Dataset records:
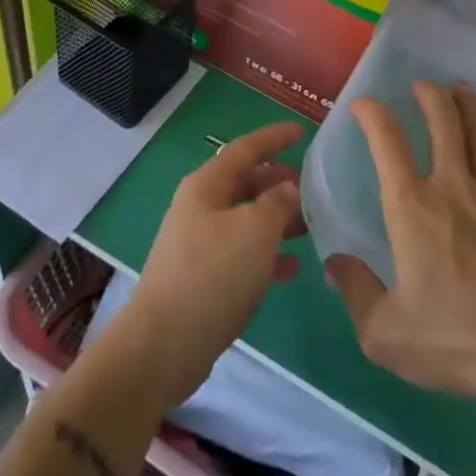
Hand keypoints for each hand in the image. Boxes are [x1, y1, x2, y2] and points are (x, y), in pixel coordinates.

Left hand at [120, 121, 304, 408]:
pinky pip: (242, 254)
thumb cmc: (213, 274)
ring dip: (277, 220)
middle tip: (312, 187)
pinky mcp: (203, 278)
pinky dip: (267, 255)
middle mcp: (200, 207)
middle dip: (278, 182)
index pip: (246, 148)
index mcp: (207, 185)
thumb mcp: (255, 231)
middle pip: (245, 183)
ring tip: (311, 226)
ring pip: (246, 220)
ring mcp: (199, 244)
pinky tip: (293, 268)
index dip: (274, 137)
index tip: (302, 130)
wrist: (163, 345)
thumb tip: (287, 188)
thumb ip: (277, 203)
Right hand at [325, 81, 475, 404]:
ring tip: (460, 90)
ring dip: (468, 106)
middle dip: (430, 96)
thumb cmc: (456, 338)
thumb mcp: (386, 333)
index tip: (364, 105)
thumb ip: (356, 293)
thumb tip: (335, 264)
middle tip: (423, 85)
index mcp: (412, 207)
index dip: (373, 115)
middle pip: (443, 122)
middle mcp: (452, 186)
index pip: (387, 142)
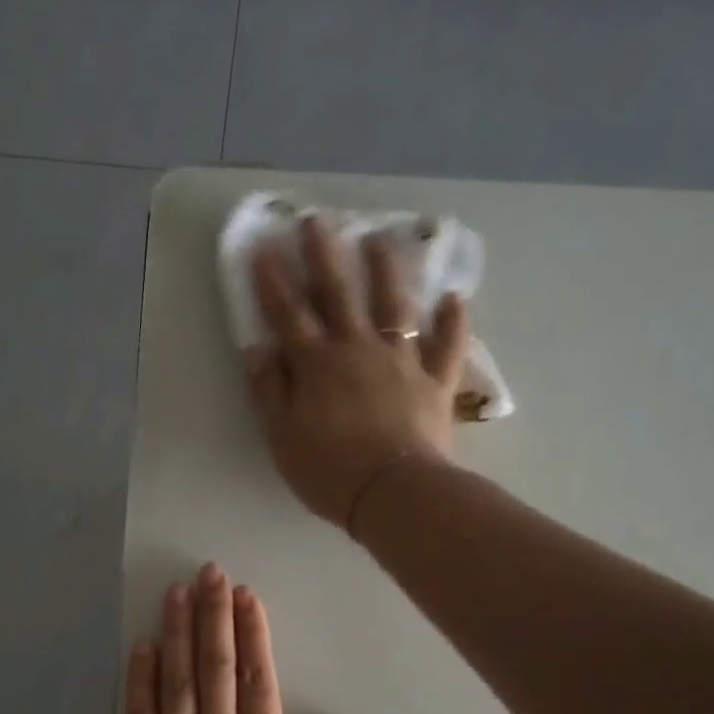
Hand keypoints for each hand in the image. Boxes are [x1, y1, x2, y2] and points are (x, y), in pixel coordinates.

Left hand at [119, 561, 368, 713]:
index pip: (258, 682)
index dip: (254, 633)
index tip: (247, 595)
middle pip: (216, 669)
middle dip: (213, 616)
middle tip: (210, 572)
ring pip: (176, 684)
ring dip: (177, 634)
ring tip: (176, 591)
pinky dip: (140, 681)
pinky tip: (142, 648)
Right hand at [246, 217, 469, 531]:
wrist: (392, 493)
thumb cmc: (328, 471)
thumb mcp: (282, 437)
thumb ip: (270, 391)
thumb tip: (257, 349)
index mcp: (317, 365)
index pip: (289, 315)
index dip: (273, 282)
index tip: (264, 248)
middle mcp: (358, 350)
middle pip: (340, 294)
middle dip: (325, 256)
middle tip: (318, 220)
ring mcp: (401, 362)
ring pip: (395, 306)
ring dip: (386, 270)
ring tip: (381, 239)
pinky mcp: (435, 382)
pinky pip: (447, 346)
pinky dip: (453, 322)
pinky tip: (456, 297)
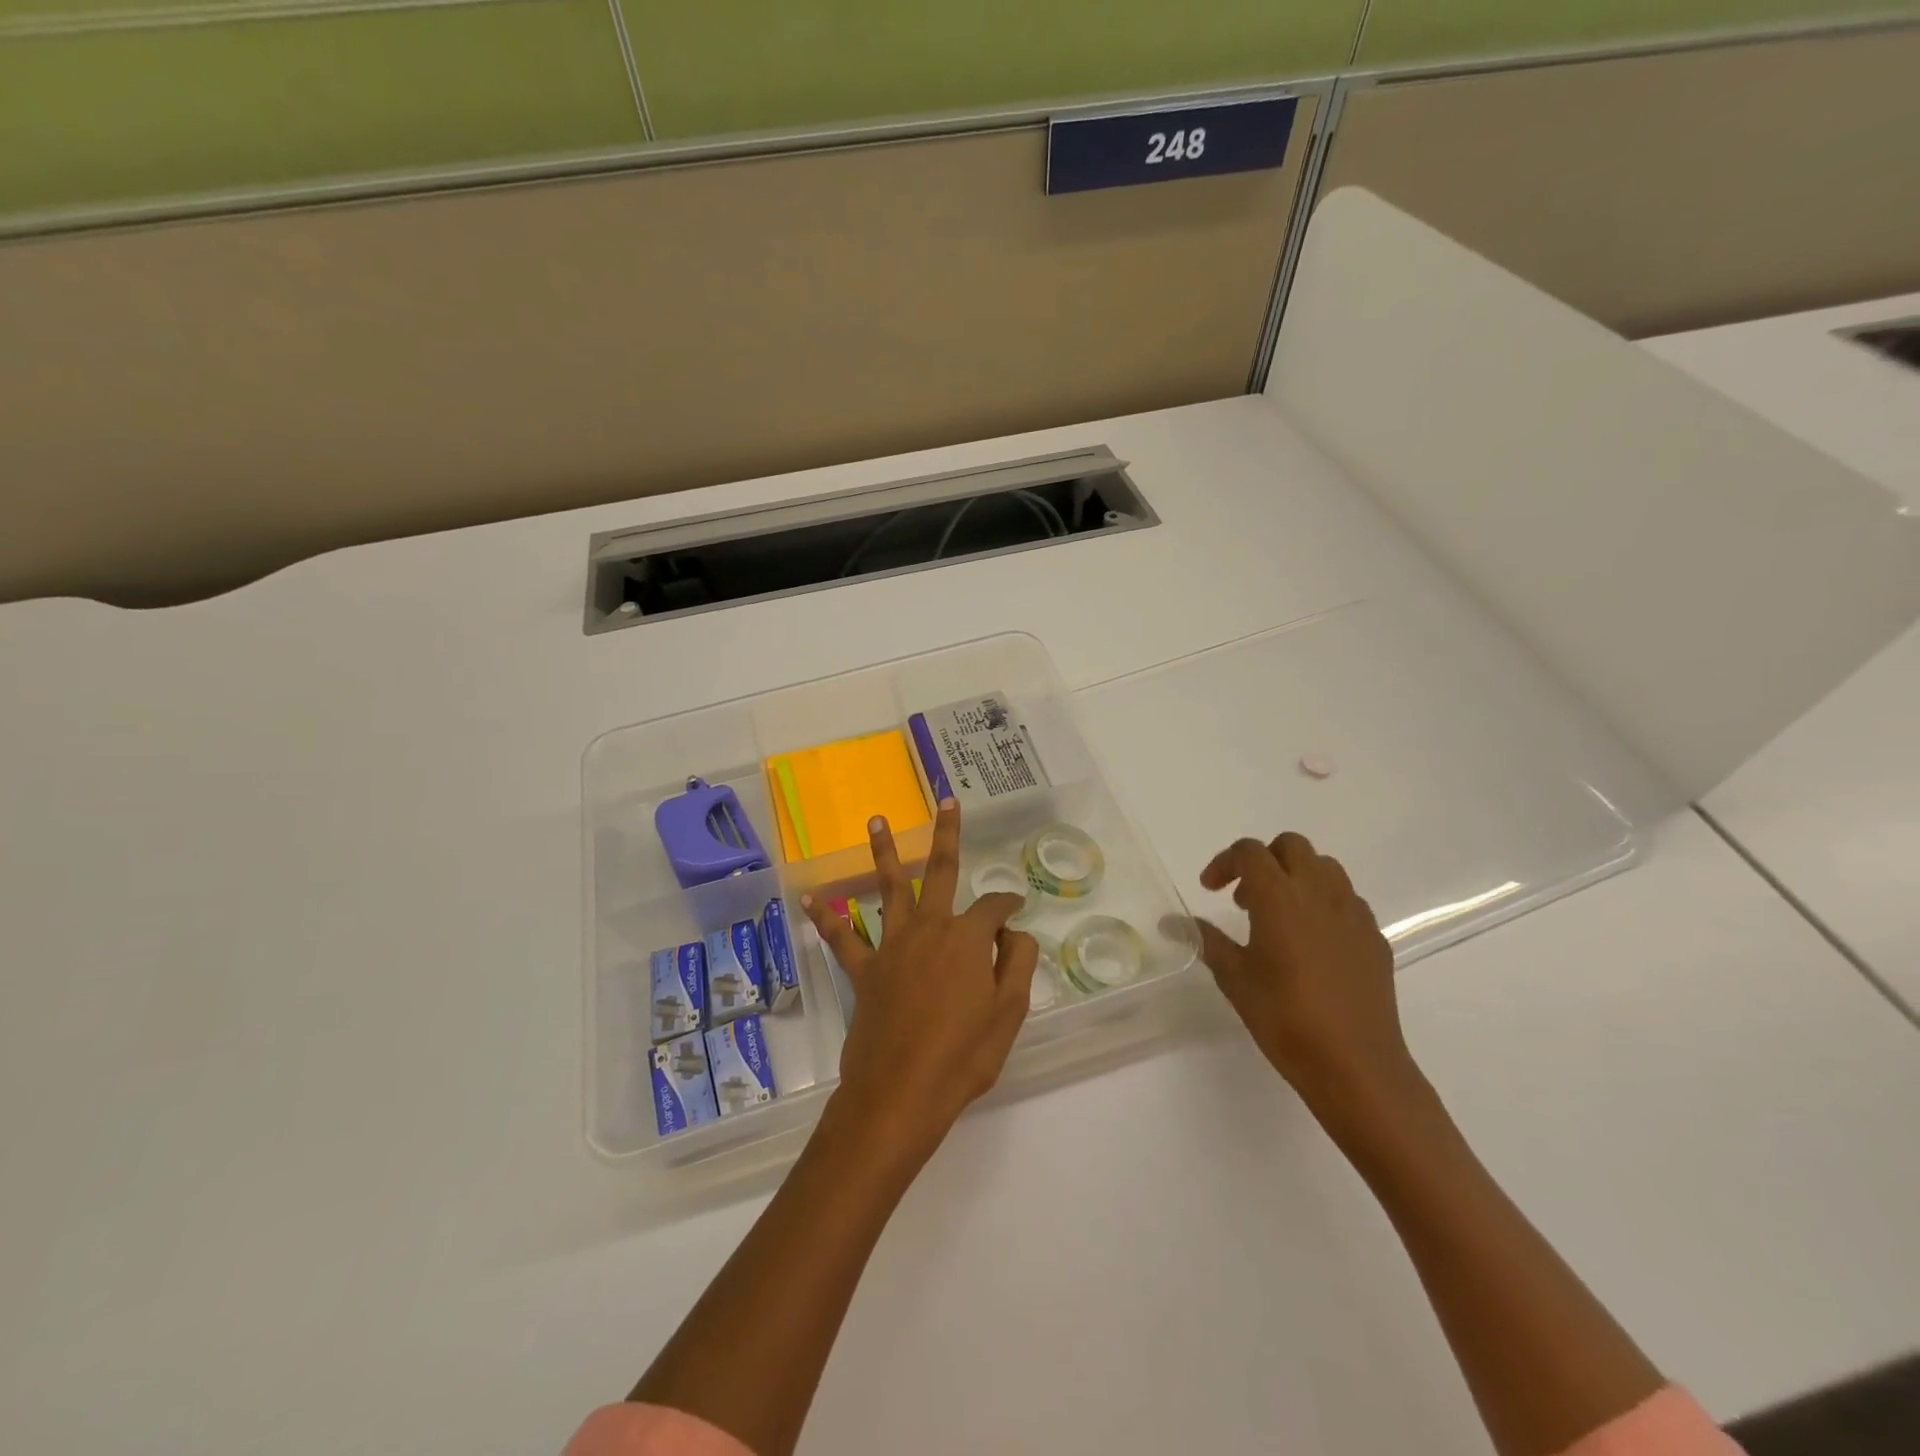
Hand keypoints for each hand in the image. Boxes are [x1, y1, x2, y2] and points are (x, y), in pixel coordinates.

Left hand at [802, 798, 1038, 1168]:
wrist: (900, 1093)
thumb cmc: (963, 1056)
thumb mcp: (1009, 1013)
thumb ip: (1016, 965)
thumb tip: (1015, 934)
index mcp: (967, 938)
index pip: (994, 907)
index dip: (1009, 904)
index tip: (1017, 908)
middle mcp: (929, 929)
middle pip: (940, 870)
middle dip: (946, 834)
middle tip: (946, 801)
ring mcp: (892, 946)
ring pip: (888, 888)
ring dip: (884, 852)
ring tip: (876, 820)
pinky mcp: (864, 970)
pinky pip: (843, 939)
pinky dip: (826, 918)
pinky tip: (810, 899)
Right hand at [1195, 832, 1417, 1122]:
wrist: (1356, 1065)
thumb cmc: (1285, 1018)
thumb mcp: (1234, 978)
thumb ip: (1205, 940)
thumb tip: (1171, 921)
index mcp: (1279, 897)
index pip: (1250, 852)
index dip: (1225, 862)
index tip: (1210, 890)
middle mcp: (1319, 893)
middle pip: (1291, 846)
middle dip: (1263, 860)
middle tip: (1244, 898)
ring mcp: (1352, 913)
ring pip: (1324, 867)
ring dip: (1296, 876)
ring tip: (1278, 916)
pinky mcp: (1374, 937)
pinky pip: (1346, 900)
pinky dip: (1323, 903)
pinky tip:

REQUIRED WORK: Without the pictures, print all of the records exactly.

PROBLEM SOLUTION:
Hand keypoints for each hand in the image. Boxes are [x1, y1, x2, y2] and points are (x, y), in pixel coordinates.

Left hand at [120, 121, 304, 408]:
pinky pip: (242, 254)
thumb cmc: (213, 274)
ring dip: (277, 220)
middle tip: (312, 187)
pinky mcp: (203, 278)
pinky dip: (267, 255)
middle mcp: (200, 207)
middle dip: (278, 182)
index pip: (246, 148)
index mcp: (207, 185)
thumb mcp: (255, 231)
middle pip: (245, 183)
ring tip: (311, 226)
ring pip: (246, 220)
ring mcp: (199, 244)
pinky tip: (293, 268)
index dip: (274, 137)
index tip: (302, 130)
wrist: (163, 345)
thumb tip: (287, 188)
thumb ip: (277, 203)
Right hand at [325, 81, 475, 404]:
ring tip: (460, 90)
ring dip: (468, 106)
middle dip: (430, 96)
thumb cmc: (456, 338)
thumb mcp: (386, 333)
index tip: (364, 105)
thumb ip: (356, 293)
thumb tip: (335, 264)
middle tip: (423, 85)
index mcp: (412, 207)
index dip: (373, 115)
middle pip: (443, 122)
middle mcp: (452, 186)
index pip: (387, 142)
Hand keypoints for each hand in the image. Boxes are [x1, y1, x2, y2] and points are (x, y), in pixel coordinates.

Left hand at [119, 561, 368, 713]:
index pip: (258, 682)
index dip: (254, 633)
index tip: (247, 595)
middle pip: (216, 669)
middle dip: (213, 616)
middle tip: (210, 572)
ring pip: (176, 684)
ring dip: (177, 634)
ring tip: (176, 591)
pinky dip: (140, 681)
pinky tip: (142, 648)
Right hand at [246, 217, 469, 531]:
wrist: (392, 493)
thumb cmc: (328, 471)
thumb mcp: (282, 437)
thumb ip: (270, 391)
thumb tip: (257, 349)
index mcp: (317, 365)
index pip: (289, 315)
index dip: (273, 282)
index tip: (264, 248)
middle mcp: (358, 350)
middle pip: (340, 294)
middle dip: (325, 256)
middle tip: (318, 220)
ring mcp: (401, 362)
ring pip: (395, 306)
ring dip: (386, 270)
ring tip: (381, 239)
pinky mcp: (435, 382)
pinky pip: (447, 346)
pinky dip: (453, 322)
pinky tip: (456, 297)
Hand keypoints for each hand in the image. Boxes are [x1, y1, x2, y2] and points are (x, y), in pixel coordinates.

Left hand at [802, 798, 1038, 1168]:
wrist: (900, 1093)
thumb cmc: (963, 1056)
thumb mcp: (1009, 1013)
thumb ip: (1016, 965)
thumb tip: (1015, 934)
index mcp: (967, 938)
index pip: (994, 907)
index dip: (1009, 904)
index tip: (1017, 908)
middle mcp: (929, 929)
middle pip: (940, 870)
middle dip: (946, 834)
middle tip: (946, 801)
ring mcp: (892, 946)
ring pip: (888, 888)
ring dip: (884, 852)
ring tip: (876, 820)
pinky mcp: (864, 970)
pinky pip: (843, 939)
pinky dip: (826, 918)
pinky tip: (810, 899)
Right hand at [1195, 832, 1417, 1122]:
wrist: (1356, 1065)
thumb cmc: (1285, 1018)
thumb mcp: (1234, 978)
thumb ip: (1205, 940)
thumb tip: (1171, 921)
index mcp: (1279, 897)
index pip: (1250, 852)
index dip: (1225, 862)
index tip: (1210, 890)
middle mcp: (1319, 893)
middle pip: (1291, 846)
middle dip: (1263, 860)
middle tip: (1244, 898)
ring mcp: (1352, 913)
ring pip: (1324, 867)
ring dip: (1296, 876)
ring tip: (1278, 916)
pinky mcp: (1374, 937)
pinky pip: (1346, 900)
pinky dip: (1323, 903)
pinky tip:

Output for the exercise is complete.